Diesen Punkt finde ich ehrlicherweise richtig dumm und ich schäme mich ein wenig dafür, ihn hier aufzuführen, aber zugegebenermaßen ist er wichtig: Wenn eine Person einen ganz anderen Rhythmus hat als ich oder anders plant und sich organisiert, ist mir die Überwindung und Unannehmlichkeit, darauf einzugehen, häufig zu groß. Möchte sich jemand zum Beispiel immer erst sehr spät treffen, bedeutet das für mich, dass ich mich zu einer Zeit aufraffen muss, zu der ich eigentlich keine Lust mehr habe, dass ich nicht genügend Schlaf bekomme und der nächste Tag anstrengend wird. Und mit Menschen, die sich nicht fest verabreden mögen, sondern am liebsten super spontan auf Zuruf "in einer halben Stunde da und da" finde ich tendenziell ebenfalls schwerer zusammen. 
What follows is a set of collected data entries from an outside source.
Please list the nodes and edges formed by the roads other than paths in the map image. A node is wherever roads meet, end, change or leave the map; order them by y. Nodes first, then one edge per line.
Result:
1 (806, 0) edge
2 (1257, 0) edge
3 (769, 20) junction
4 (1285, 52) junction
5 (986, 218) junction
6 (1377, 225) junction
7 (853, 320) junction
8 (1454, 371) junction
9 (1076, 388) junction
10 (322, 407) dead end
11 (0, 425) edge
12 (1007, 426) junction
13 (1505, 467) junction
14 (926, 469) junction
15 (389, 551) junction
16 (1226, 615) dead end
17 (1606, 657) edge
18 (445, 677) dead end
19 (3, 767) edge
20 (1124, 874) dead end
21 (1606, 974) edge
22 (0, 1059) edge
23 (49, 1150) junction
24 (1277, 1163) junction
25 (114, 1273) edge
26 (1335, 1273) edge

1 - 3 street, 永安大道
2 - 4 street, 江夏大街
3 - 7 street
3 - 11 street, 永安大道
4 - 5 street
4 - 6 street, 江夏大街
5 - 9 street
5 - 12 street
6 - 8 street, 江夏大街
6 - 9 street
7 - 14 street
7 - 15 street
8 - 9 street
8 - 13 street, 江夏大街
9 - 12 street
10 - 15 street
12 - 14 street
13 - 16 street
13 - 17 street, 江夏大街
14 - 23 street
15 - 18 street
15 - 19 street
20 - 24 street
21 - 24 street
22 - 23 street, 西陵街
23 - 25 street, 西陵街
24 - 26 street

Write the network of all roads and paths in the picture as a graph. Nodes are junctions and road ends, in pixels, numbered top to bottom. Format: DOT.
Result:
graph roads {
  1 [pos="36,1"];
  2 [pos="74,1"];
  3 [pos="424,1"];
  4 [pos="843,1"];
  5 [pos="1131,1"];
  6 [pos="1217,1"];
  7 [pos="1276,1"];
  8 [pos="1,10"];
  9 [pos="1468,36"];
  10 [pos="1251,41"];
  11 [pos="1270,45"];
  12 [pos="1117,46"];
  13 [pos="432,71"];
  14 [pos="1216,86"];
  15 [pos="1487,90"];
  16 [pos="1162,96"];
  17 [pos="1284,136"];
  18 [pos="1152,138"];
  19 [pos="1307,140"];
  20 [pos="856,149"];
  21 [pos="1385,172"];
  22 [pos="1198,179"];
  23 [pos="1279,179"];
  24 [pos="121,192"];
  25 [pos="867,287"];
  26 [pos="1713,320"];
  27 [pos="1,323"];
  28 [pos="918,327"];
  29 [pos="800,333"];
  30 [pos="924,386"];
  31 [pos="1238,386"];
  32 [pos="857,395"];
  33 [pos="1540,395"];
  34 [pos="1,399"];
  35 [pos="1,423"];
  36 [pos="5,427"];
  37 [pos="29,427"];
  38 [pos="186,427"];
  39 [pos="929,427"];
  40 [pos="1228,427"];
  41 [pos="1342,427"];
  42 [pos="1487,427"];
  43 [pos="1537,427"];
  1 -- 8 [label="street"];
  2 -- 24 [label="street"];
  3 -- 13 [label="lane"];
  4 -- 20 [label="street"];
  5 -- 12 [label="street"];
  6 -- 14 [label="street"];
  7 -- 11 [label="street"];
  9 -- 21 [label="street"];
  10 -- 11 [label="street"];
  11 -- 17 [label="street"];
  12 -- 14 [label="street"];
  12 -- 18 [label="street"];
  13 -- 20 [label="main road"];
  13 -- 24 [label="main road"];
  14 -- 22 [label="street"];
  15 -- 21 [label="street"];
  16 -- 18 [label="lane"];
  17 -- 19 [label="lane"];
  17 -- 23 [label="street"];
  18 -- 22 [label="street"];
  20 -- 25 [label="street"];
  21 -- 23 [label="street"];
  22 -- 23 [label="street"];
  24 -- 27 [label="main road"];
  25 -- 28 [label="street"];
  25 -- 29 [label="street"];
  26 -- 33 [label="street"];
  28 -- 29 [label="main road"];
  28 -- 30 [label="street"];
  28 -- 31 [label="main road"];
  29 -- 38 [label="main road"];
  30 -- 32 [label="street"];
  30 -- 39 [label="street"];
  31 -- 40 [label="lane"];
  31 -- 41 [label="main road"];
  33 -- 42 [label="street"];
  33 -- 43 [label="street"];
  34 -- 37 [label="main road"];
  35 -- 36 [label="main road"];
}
Wir haben gegensätzliche Temperamente

Wie ich bereits andeutete: Ich zeige in der Regel keine Wut. Ich weine, lache, bin manchmal zu laut, wenn ich mich freue, rede eher langsam, brauche oft lange, um nachzudenken und zu antworten, möchte am liebsten über nichts reden, das aufregt oder frustriert. Wittere ich irgendwo auch nur den Hauch eines Konfliktpotenzials, tue ich alles, was ich kann, damit dieses Potenzial ja nicht zur Realität wird. Ich schätze Menschen, die in all diesen Punkten ein Gegenstück zu mir bilden, und ich weiß, dass ich von ihnen lernen kann. Aber wenn mir nach einem entspannten, harmonischen Wohlfühlabend ist, stehen solche Menschen meinem Bedürfnis eben im Weg. Sie fordern mich, locken mich aus der Reserve, führen mich aus meiner Komfortzone heraus und das finde ich toll und wertvoll ... allerdings nur ab und zu.

Fazit

Ich könnte diese Liste noch um einige Punkte ergänzen, doch mir genügen an dieser Stelle die genannten drei, um eine Vermutung zu äußern: Mit manchen Menschen kostet es mich offenbar mehr Energie, zusammen zu sein, als mit anderen. Und das liegt weniger an ihnen als an mir. Sie bereichern andere wie mich und sind überaus liebenswert. Wenn ich meine Zeit lieber beziehungsweise nur mit Personen verbringe, die mich weniger Energie kosten und mir eher sogar Energie geben, erkenne ich daran vor allem, dass meine Reserven nicht besonders voll sein können. Dass mir andere Dinge in meinem Leben so viel abverlangen, dass nicht genug für die eine oder andere Person da ist – obwohl sie mir etwas bedeutet. 

Vielleicht ist das in Ordnung und vielleicht genügt es, wenn ich bestimmte Menschen nur nach einem erholsamen Urlaub sehe oder wenn Mars gerade in meinem Zeichen unterwegs ist. Schließlich gibt es sie für mich, diese wundervollen Menschen, die "immer gehen". Doch spätestens wenn ich auch bei ihnen Zögern in mir bemerke und Gründe finde, sie nicht zu treffen, wird es an der Zeit sein, mich zu fragen, wofür in meinem Leben all die Energie draufgeht – und wieso sie ausgerechnet für das, was mir am wichtigsten ist, fehlt.